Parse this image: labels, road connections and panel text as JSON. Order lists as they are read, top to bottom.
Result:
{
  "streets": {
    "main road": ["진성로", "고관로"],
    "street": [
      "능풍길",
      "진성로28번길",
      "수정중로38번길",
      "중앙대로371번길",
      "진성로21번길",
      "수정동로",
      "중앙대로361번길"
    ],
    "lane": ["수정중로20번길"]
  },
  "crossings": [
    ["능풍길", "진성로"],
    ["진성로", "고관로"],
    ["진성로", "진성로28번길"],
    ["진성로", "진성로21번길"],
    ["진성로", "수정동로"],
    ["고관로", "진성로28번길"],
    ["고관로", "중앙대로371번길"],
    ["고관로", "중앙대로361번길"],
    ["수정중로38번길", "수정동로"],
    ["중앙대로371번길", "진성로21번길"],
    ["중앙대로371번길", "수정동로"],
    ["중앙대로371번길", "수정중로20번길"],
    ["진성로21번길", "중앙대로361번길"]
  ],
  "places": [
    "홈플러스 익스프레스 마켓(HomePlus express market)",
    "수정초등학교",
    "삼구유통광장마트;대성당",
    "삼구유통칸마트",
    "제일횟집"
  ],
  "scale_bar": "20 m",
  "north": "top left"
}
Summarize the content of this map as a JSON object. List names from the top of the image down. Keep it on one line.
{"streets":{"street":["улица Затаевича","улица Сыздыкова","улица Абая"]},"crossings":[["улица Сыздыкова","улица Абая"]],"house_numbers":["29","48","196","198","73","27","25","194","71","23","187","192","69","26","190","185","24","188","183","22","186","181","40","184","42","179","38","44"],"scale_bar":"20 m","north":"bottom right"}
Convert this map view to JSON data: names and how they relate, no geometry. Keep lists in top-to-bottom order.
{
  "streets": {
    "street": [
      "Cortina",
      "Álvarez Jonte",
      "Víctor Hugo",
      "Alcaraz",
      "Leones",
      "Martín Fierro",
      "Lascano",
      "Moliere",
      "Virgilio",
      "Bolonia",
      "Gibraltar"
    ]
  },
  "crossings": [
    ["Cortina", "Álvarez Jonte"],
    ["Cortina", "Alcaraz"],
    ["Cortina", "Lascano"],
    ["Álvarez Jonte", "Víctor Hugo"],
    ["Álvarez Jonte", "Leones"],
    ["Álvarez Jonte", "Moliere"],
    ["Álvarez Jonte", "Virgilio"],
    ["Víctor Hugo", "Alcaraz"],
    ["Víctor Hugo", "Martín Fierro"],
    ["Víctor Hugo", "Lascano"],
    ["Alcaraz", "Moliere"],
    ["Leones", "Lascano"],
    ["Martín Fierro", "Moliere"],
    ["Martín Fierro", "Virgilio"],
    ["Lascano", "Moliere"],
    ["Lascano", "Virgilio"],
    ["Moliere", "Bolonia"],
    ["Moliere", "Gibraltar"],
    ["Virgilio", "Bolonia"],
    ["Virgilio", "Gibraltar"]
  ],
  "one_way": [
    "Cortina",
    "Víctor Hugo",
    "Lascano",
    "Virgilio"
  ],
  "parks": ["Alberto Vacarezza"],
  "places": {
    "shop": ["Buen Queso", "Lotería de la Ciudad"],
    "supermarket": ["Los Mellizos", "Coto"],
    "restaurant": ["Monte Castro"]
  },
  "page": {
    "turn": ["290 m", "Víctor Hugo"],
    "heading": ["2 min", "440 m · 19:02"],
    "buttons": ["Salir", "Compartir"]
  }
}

- EXERCISE GOAL -
Go through the material and copy every line in which the word "Fierro" occurs.

- RESULT OF THE TASK -
      "Martín Fierro",
    ["Víctor Hugo", "Martín Fierro"],
    ["Martín Fierro", "Moliere"],
    ["Martín Fierro", "Virgilio"],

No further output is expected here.